I'm sort of confused about why Valve even care that much. Surely they know that "leaks" are the best way to build hype for a game.

Although Valve are making a game again, so I'm not sure how much hype they really need.

[–] arudesalad@sh.itjust.works 9 points 3 months ago

Closed playtests are usually with very in-development builds. People post the barely functioning game to social media and the game gets bad press. Release day rolls around and no one buys it because "that was that one game that looked bad a while ago"

This seems like a stupid train of thought but a lot of people think like this

[–] eyeon@lemmy.world 4 points 3 months ago

Others have pointed out the concerns around negative reviews of things still subject to change, but the other aspect is just the relations with media.

I'm sure tons of journalists have been playing. And probably even working on content covering the game, but not publishing it yet. Once valve is ready for coverage they'll have polished content ready. And valve can control the timing so that coverage happens right when they want the hype like maybe a few days before an open beta.

By covering it early you encourage other journalists to do the same, rushing out low quality content to get the views before others do. And for valve to not let any journalists see the game early to avoid this.

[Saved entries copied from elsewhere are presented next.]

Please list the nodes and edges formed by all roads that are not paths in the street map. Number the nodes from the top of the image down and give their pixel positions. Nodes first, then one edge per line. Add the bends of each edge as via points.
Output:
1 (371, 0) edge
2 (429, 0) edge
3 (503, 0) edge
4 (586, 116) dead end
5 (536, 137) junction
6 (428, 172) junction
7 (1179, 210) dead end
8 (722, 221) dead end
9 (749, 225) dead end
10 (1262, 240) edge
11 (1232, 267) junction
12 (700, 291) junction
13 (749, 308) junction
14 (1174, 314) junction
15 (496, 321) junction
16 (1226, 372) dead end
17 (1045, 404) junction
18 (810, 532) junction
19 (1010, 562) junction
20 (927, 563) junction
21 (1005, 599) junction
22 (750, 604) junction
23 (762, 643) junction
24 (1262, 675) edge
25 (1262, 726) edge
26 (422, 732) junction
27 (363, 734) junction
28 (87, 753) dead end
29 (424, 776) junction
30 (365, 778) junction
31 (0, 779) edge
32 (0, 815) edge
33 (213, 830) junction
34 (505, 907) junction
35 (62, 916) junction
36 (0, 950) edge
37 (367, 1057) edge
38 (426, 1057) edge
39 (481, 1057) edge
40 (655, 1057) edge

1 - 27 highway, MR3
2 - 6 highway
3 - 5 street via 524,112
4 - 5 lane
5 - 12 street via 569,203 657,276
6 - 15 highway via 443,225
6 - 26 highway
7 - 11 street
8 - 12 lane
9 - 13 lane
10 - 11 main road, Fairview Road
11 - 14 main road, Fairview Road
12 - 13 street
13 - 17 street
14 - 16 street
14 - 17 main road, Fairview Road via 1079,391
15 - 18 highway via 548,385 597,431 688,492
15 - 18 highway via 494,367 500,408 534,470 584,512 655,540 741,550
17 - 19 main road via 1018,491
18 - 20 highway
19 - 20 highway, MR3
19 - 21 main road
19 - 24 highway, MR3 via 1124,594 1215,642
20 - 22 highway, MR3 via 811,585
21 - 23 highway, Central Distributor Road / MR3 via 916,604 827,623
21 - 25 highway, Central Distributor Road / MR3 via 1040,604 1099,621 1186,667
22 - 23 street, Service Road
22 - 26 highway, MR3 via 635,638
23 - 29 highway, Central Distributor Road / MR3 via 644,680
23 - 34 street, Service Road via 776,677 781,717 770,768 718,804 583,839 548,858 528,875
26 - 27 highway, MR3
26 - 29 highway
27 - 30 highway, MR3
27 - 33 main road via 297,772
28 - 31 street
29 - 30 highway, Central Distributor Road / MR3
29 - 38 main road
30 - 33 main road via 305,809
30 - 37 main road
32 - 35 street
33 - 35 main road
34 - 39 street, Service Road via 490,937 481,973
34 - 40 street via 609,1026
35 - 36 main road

[–] Strykker@programming.dev 2 points 3 months ago

The biggest thing would be that a game under playtest is likely to undergo drastic balance changes and potentially even changes to core gameplay, a review of a game in that early of a state would likely not reflect the finished product, and is unlikely to be updated or taken down when the game is released, this possibly poisoning public opinion with content that doesn't reflect the actual game.